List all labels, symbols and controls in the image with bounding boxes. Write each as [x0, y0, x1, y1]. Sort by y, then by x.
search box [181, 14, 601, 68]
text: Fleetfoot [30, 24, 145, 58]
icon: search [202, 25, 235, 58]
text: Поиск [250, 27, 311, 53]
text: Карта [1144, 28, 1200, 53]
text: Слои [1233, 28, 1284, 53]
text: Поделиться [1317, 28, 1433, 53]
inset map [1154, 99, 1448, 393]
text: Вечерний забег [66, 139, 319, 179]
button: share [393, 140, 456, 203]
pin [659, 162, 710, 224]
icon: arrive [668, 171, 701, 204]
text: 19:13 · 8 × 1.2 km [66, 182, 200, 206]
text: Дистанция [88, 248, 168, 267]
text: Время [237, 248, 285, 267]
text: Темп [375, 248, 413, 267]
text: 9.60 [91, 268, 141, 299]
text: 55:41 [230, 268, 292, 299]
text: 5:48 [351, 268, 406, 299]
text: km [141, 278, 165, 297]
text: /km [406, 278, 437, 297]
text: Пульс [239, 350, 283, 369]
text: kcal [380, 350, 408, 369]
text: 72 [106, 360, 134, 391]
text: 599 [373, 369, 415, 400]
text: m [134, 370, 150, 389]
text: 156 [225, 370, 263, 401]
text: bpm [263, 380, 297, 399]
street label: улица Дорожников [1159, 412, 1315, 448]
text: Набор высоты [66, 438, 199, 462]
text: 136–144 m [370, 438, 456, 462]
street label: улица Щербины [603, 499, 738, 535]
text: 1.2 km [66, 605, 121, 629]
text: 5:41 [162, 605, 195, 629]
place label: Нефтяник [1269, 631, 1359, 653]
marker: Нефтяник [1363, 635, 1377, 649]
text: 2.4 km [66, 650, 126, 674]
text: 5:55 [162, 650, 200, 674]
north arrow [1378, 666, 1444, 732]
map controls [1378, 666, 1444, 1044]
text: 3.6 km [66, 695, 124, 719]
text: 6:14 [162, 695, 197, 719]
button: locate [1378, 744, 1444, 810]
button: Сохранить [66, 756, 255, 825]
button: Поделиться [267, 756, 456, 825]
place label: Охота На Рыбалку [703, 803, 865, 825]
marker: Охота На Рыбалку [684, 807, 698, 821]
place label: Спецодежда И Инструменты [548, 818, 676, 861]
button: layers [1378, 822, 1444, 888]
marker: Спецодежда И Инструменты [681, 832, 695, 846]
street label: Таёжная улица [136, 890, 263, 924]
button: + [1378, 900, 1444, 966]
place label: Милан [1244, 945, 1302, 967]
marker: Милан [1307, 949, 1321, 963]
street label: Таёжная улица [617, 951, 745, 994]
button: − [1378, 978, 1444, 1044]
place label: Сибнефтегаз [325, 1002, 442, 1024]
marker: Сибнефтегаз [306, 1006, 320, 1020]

☆ ☆ ☆ ☆ ☆ ☆ ☆

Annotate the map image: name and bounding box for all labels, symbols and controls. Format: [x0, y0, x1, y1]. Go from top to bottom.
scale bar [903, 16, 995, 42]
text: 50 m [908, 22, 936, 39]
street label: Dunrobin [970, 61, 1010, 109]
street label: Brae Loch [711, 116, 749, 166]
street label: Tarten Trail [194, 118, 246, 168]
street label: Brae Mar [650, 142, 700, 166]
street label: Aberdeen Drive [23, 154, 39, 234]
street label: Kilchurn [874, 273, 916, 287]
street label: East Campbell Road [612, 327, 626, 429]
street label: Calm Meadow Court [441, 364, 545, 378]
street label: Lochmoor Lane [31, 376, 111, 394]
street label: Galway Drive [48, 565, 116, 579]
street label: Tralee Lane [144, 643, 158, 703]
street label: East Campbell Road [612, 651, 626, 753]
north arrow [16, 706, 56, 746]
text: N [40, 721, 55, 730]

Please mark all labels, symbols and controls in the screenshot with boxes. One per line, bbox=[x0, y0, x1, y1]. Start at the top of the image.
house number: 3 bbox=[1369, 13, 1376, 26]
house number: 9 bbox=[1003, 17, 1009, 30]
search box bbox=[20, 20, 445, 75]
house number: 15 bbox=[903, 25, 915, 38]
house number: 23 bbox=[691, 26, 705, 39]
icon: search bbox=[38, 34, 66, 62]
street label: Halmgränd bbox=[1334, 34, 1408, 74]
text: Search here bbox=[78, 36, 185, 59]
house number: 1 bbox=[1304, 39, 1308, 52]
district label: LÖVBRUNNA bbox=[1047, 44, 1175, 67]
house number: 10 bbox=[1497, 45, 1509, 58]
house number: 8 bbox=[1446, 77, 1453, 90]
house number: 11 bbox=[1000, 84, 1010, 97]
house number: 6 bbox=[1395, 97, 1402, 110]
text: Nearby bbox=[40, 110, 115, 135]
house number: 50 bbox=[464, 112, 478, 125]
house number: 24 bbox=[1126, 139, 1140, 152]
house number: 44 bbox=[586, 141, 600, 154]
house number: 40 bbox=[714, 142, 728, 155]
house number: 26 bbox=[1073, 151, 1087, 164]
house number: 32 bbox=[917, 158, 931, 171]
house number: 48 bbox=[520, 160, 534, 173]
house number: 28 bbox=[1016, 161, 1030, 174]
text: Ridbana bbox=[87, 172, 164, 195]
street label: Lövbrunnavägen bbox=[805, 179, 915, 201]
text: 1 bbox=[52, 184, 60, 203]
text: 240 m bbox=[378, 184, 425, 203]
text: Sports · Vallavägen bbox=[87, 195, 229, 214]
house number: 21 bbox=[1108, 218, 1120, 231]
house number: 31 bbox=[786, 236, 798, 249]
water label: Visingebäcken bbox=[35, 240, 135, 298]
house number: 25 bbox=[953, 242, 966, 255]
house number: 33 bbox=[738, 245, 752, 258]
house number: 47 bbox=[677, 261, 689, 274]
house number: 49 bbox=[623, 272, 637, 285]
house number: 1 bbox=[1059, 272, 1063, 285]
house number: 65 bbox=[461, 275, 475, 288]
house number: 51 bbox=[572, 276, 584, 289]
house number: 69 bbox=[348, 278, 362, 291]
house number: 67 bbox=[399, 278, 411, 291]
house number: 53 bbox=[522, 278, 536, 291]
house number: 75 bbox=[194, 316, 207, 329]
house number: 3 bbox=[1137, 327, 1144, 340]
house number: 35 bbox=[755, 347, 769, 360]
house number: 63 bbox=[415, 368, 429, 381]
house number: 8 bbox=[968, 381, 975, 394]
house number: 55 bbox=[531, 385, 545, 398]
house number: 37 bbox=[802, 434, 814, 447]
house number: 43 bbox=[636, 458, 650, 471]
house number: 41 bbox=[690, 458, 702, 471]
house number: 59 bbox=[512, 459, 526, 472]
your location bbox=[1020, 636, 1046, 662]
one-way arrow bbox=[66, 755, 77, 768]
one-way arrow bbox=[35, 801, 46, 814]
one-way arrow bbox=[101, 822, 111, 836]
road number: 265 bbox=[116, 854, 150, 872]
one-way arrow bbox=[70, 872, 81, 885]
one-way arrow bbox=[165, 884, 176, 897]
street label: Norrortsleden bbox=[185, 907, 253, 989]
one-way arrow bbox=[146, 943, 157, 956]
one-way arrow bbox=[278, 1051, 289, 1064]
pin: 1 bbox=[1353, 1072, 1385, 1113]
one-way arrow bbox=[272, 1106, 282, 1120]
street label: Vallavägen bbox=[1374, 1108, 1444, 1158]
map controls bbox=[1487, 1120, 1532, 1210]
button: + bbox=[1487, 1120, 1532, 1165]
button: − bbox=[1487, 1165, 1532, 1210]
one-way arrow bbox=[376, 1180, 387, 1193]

☆ ☆ ☆ ☆ ☆ ☆ ☆

_WHAT YOU NEED TO DO_. All lines above holding the word "Drive" make up the answer; copy each one.

_RESULT OF THIS TASK_.
street label: Aberdeen Drive [23, 154, 39, 234]
street label: Galway Drive [48, 565, 116, 579]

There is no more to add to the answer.